Tidak ada rincian kriteria. Ada baiknya UU 20 ini diamandemen dan dirincikan apa saja yang bisa dituntut. Ketua MA beri surat edaran yang berisi petunjuk teknis mengenai kerugian apa saja yang dituntut.


Sementara itu, Wakil Ketua Pengadilan Negeri Jakarta Pusat, Albertus Usada menegaskan, inti hukum merek adalah sebagai pelindung merek terdaftar dengan prinsip first to file. Maka dalam UU No 20 Tahun 2016, ditentukan kaidah hukum pemilik merek terdaftar, dapat mengajukan gugatan ke pihak lain yang menggunakan merek yang sama dengan pokoknya untuk barang dan jasa sejenis.

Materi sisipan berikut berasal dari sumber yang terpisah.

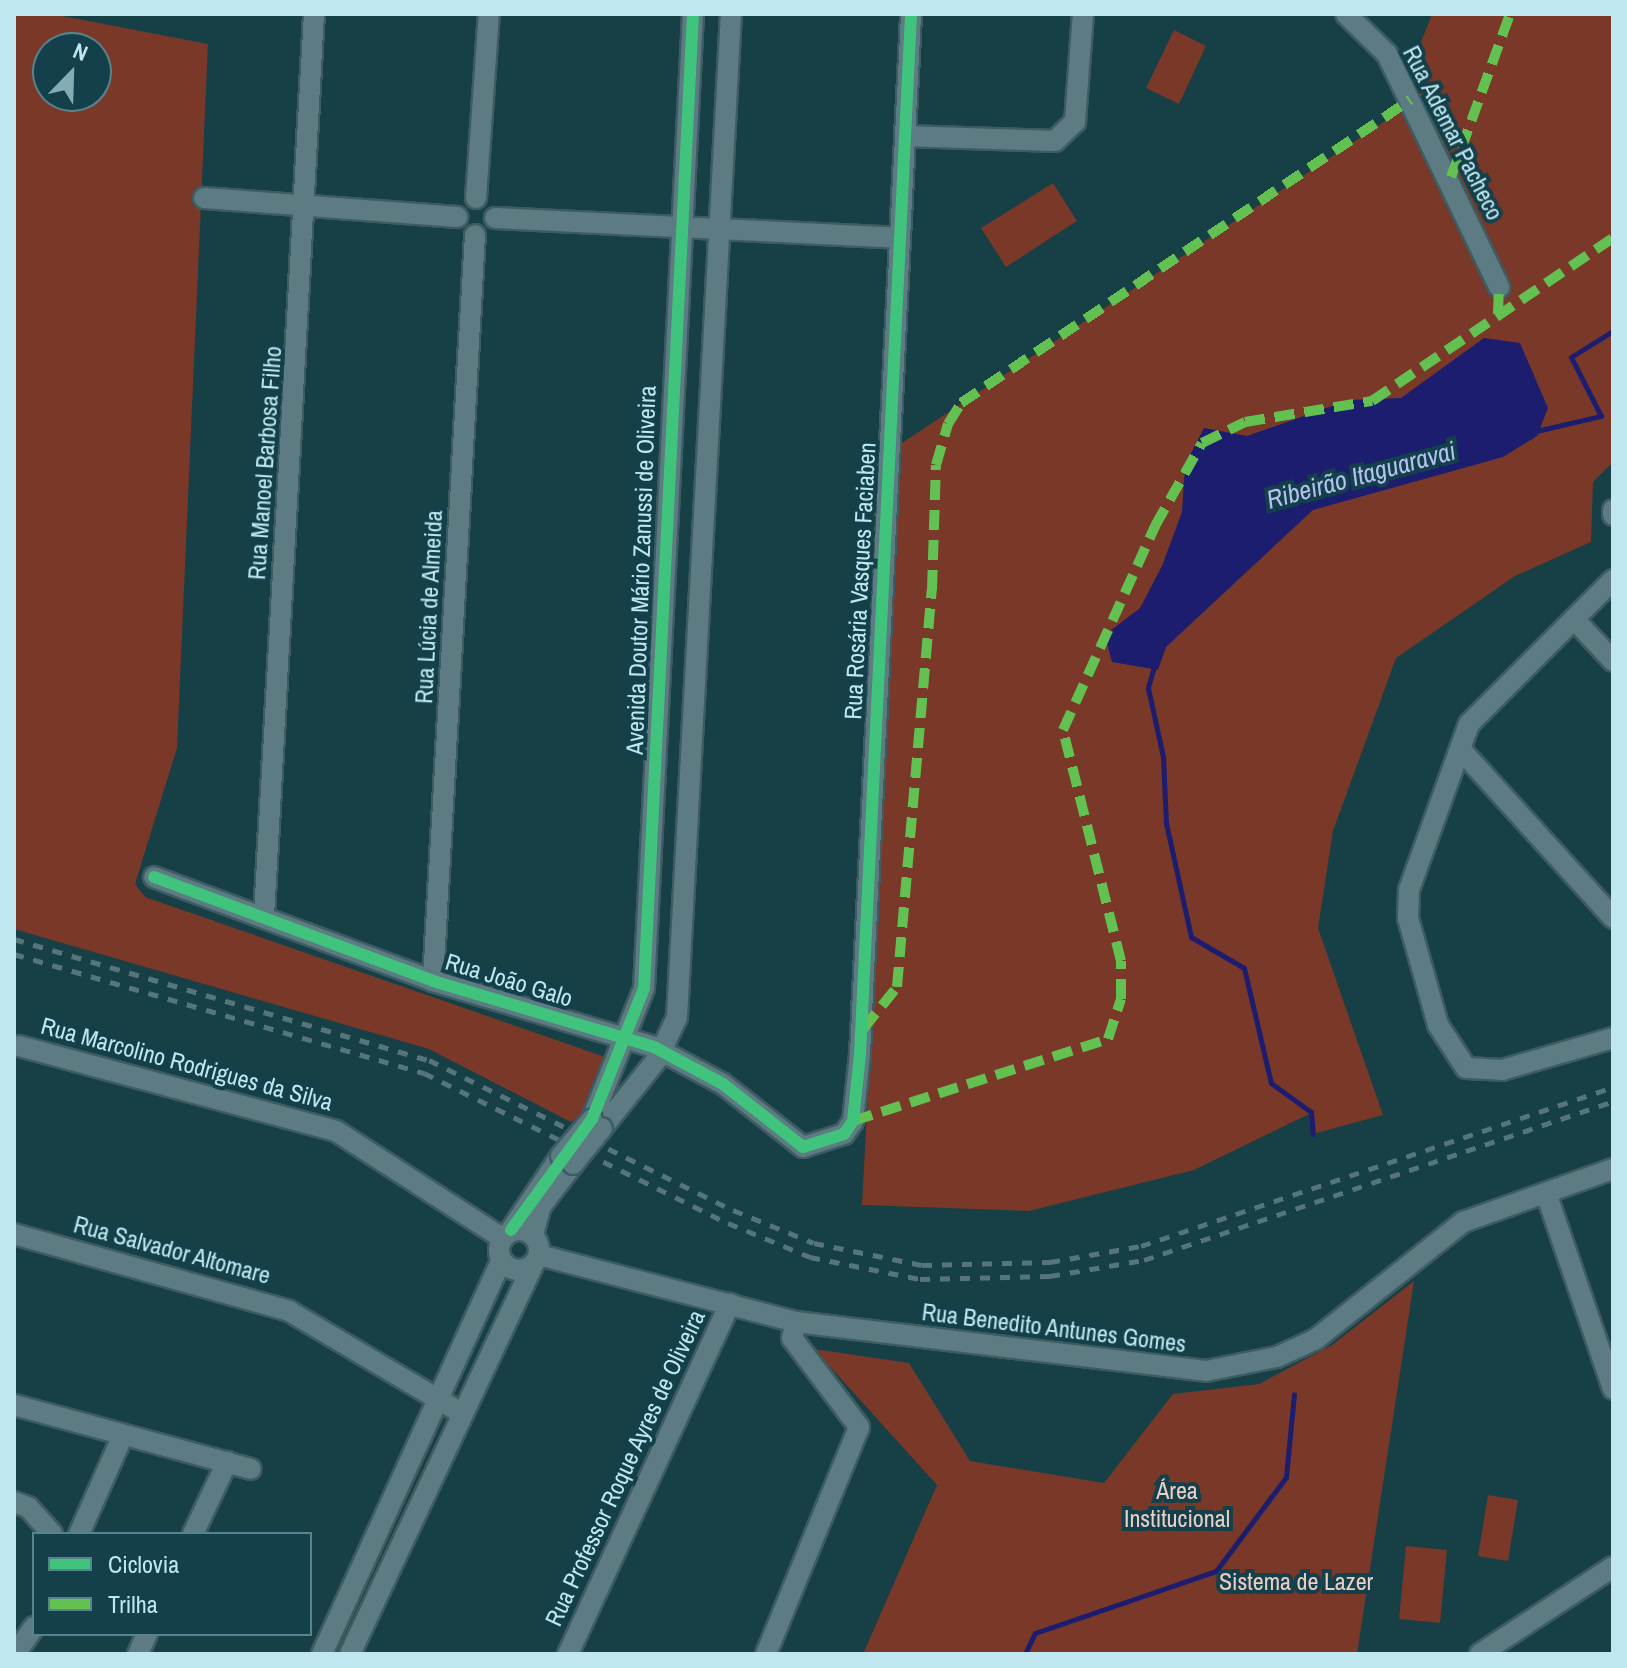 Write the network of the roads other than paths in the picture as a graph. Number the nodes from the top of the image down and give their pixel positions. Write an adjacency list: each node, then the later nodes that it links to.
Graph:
1 (314, 14): 11 (street, Rua Manoel Barbosa Filho)
2 (489, 14): 10 (street)
3 (693, 14): 14 (street, Avenida Doutor Mário Zanussi de Oliveira)
4 (731, 14): 15 (street)
5 (911, 14): 8 (street, Rua Rosária Vasques Faciaben)
6 (1083, 14): 8 (street)
7 (1346, 14): 18 (street, Rua Ademar Pacheco)
8 (905, 136): 17 (street, Rua Rosária Vasques Faciaben)
9 (204, 198): 11 (street)
10 (476, 198): 12 (street); 13 (street)
11 (305, 205): 12 (street); 24 (street, Rua Manoel Barbosa Filho)
12 (457, 217): 16 (street)
13 (495, 218): 14 (street); 16 (street)
14 (680, 229): 15 (street); 27 (street, Avenida Doutor Mário Zanussi de Oliveira)
15 (722, 230): 17 (street); 30 (street)
16 (475, 235): 26 (street, Rua Lúcia de Almeida)
17 (898, 238): 32 (street, Rua Rosária Vasques Faciaben)
18 (1499, 287)
19 (1613, 580): 20 (street)
20 (1574, 619): 21 (street); 22 (street)
21 (1613, 661)
22 (1460, 749): 25 (street); 28 (street)
23 (154, 877): 24 (street, Rua João Galo)
24 (264, 916): 26 (street, Rua João Galo)
25 (1613, 918)
26 (433, 981): 27 (street, Rua João Galo)
27 (627, 1038): 30 (street, Rua João Galo); 31 (street, Avenida Doutor Mário Zanussi de Oliveira)
28 (1613, 1038)
29 (19, 1046): 37 (street, Rua Marcolino Rodrigues da Silva)
30 (662, 1051): 31 (street); 32 (street, Rua João Galo)
31 (597, 1123): 33 (street, bridge)
32 (833, 1141)
33 (567, 1160): 37 (street); 38 (street)
34 (1613, 1169): 35 (street, Rua Benedito Antunes Gomes)
35 (1546, 1193): 41 (street, Rua Benedito Antunes Gomes); 42 (street)
36 (14, 1234): 43 (street, Rua Salvador Altomare)
37 (506, 1234): 38 (street); 39 (street)
38 (535, 1252): 39 (street); 40 (street, Rua Benedito Antunes Gomes); 45 (street)
39 (501, 1261): 43 (street)
40 (730, 1304): 41 (street, Rua Benedito Antunes Gomes); 58 (street, Rua Professor Roque Ayres de Oliveira)
41 (796, 1322): 59 (street)
42 (1613, 1389)
43 (436, 1400): 45 (street, Rua Salvador Altomare); 56 (street)
44 (14, 1405): 46 (street)
45 (463, 1414): 57 (street)
46 (123, 1435): 47 (street); 51 (street)
47 (227, 1462): 48 (street); 52 (street)
48 (251, 1469)
49 (14, 1502): 50 (street)
50 (50, 1532)
51 (80, 1532)
52 (194, 1532)
53 (1613, 1567): 60 (street)
54 (32, 1630): 55 (street)
55 (15, 1654)
56 (322, 1654)
57 (350, 1654)
58 (568, 1654)
59 (766, 1654)
60 (1480, 1654)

“Bisa gugatan ganti rugi dan penghentian penggunaan merek,” ungkap Albertus dalam kesempatan yang sama. Namun, ia mengingatkan dalam praktik atau fakta persidangan, gugatan itu berkemungkinan menjadi prematur, mengingat akan berpotensi adanya tumpang tindih keputusan nantinya. Sebut saja misalnya gugatan dikabulkan namun permohonan merek juga dikabulkan. Pada akhirnya tidak akan ada yang menang di dalam perkara tersebut.

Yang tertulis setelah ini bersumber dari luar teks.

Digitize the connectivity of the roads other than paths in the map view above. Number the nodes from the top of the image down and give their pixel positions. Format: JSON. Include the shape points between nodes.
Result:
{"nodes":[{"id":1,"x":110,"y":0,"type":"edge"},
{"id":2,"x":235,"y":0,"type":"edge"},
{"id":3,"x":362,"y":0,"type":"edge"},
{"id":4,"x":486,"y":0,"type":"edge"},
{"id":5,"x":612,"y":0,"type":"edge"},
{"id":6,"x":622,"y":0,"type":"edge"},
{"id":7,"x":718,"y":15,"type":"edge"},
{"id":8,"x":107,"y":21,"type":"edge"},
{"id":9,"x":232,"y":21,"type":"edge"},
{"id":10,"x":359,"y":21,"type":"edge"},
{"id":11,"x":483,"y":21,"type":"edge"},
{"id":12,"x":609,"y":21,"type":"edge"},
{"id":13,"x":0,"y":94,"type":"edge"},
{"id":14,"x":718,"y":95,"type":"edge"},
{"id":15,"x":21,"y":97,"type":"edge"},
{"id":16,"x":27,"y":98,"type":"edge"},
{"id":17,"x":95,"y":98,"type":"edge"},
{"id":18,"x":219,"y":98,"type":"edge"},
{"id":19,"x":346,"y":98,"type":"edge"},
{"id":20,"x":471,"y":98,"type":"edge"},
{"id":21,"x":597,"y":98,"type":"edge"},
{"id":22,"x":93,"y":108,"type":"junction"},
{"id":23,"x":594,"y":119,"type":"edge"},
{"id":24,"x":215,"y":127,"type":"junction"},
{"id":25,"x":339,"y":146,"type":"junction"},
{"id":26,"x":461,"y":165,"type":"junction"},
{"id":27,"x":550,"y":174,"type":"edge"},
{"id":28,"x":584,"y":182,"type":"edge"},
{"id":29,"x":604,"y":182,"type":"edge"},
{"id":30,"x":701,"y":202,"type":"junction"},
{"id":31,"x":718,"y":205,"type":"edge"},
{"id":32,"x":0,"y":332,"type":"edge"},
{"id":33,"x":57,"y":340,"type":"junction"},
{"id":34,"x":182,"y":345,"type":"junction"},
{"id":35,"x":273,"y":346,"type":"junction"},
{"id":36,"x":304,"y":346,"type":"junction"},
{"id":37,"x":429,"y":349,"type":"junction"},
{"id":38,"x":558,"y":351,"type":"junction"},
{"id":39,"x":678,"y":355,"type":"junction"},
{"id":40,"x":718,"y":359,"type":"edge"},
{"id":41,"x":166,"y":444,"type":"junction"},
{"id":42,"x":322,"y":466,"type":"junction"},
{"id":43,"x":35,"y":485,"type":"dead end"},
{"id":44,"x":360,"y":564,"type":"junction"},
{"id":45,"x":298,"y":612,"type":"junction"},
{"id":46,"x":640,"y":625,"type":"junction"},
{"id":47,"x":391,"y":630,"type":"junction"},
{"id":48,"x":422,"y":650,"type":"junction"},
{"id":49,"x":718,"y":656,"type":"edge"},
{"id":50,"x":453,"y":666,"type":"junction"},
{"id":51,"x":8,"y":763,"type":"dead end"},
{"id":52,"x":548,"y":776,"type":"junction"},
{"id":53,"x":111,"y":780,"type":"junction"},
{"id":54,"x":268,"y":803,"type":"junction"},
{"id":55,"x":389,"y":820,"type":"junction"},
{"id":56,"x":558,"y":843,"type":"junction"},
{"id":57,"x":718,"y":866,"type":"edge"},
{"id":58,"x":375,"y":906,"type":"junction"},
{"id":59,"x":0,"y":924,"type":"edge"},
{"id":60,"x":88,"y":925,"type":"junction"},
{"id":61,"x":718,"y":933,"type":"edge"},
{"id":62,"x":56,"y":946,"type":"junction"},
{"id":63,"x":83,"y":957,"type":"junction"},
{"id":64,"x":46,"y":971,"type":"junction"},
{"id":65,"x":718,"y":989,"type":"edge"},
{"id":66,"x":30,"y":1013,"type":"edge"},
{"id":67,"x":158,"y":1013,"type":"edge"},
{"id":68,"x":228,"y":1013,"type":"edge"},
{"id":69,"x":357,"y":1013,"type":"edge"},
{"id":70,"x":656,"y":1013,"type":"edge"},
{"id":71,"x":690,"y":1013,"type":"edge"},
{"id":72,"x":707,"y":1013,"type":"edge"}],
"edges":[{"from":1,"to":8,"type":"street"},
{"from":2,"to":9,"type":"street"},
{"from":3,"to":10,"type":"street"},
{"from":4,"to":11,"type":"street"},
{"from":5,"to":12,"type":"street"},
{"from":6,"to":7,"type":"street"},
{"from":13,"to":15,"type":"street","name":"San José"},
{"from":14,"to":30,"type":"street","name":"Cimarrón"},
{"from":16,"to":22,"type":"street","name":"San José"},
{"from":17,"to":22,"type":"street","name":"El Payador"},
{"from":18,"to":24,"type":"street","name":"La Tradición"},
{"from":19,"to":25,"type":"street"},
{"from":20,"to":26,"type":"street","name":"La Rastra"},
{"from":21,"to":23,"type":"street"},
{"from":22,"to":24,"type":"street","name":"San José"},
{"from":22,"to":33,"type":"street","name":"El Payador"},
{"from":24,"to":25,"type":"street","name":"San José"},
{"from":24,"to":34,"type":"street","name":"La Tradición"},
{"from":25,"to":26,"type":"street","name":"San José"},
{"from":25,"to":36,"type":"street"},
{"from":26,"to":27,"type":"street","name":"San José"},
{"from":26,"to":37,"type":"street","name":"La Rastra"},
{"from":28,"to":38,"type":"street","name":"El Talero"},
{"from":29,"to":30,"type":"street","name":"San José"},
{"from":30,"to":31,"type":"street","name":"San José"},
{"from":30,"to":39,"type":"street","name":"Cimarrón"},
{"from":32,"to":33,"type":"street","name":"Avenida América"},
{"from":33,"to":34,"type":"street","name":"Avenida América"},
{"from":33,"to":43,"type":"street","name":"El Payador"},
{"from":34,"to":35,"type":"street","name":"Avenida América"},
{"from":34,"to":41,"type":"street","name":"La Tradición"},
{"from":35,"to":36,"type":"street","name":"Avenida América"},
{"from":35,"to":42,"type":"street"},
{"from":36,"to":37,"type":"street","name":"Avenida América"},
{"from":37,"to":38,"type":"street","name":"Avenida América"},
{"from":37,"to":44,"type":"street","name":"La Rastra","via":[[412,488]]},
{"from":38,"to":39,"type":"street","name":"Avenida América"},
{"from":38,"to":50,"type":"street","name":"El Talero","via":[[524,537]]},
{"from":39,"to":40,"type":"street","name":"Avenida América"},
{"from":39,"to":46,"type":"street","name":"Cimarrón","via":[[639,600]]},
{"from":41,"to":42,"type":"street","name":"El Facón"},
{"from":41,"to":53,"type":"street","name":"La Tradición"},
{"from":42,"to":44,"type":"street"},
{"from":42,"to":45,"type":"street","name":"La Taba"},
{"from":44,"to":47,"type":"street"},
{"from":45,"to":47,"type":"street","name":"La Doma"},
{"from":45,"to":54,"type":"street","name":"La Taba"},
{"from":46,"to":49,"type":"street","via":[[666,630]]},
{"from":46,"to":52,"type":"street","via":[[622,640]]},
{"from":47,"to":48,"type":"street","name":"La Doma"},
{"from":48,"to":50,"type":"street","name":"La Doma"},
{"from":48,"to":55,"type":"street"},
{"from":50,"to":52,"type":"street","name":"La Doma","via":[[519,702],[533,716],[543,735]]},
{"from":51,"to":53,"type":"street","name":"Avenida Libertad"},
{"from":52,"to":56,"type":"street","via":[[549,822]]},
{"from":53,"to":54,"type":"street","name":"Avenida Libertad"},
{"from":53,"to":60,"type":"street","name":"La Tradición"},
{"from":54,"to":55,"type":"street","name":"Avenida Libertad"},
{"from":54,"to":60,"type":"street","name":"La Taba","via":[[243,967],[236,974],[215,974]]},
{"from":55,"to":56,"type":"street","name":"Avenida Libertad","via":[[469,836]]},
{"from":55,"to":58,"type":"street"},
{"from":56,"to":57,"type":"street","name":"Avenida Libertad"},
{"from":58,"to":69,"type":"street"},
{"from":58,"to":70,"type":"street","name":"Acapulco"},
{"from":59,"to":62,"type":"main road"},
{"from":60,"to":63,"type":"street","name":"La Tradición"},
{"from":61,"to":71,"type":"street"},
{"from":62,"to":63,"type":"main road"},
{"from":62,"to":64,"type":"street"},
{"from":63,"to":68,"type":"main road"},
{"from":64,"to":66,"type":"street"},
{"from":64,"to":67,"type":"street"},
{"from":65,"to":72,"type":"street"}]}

Untuk itu, menurut Albertus, harus jelas posisi pihak lain yang secara tanpa hak menggunakan merek untuk barang dan jasa sejenis, dan atas perbuatan apa pihak kedua gunakan merek tanpa ijin dari merek terdaftar. “Saya kira dengan acuan pada MIAP, kita susun strategi isu hukum, juga gugatan ganti rugi,” jelas Albertus.

Memang MA sejak 2019 telah menerapkan sistem kamar dan sudah ke arah ke best practice yang diharapkan. Namun, lanjut Albertus, dalam UU Merek belum ada pedoman besaran ganti rugi karena belum diatur sedemikian rupa apakah itu juga menyebabkan pihak pemilik merek terdaftar membatalkan merek tanpa ganti rugi.

“Ini menarik. Nanti penilainnya apa untuk tentukan besaran ganti rugi? Jadi ada kelemahan dalam UU No 20. Apakah surat edaran MA atau ada kekosongan hukum bisa dalam Peraturan MA (PERMA), karena ganti rugi harus diperinci dalam perdata umum, apakah bukti sah yang diajukan?” pungkas Albertus.

Dia menambahkan, perlu menjadikan praktik gugatan ganti rugi di negara lain sebagai acuan. Sebab, dalam gugatan, penggugat harus dapat buktikan jika perbuatan itu memang merugikan pemilik merek.

Albertus merinci beberapa kemungkinkan kerugian yang diderita pemilik merek terdaftar, antara lain hilangnya keuntungan termasuk lisensikan ke pihak lain, hilangnya reputasi di pasaran, dan jumlah ganti rugi sangat bergantung pada kebijakan hakim.

Sebagaimana kita ketahui pada peraturan perundang-undangan, kewenangan untuk melakukan pemeriksaan merek dan pemberian persetujuan atas pendaftaran merek hanya dimiliki oleh Direktorat Merek dan Indikasi Geografis pada Direktorat Jenderal Kekayaan Intelektual. Maka, apakah putusan pengadilan yang mengabulkan gugatan ganti rugi tersebut dapat dikategorikan melewati batas wewenang?

Karena itu, Justisiari P. Kusumah – Executive Director MIAP menegaskan, pentingnya best practice terkait gugatan ganti rugi pelanggaran merek, dengan mempertimbangkan sudut pandang hukum Indonesia dan praktik internasional.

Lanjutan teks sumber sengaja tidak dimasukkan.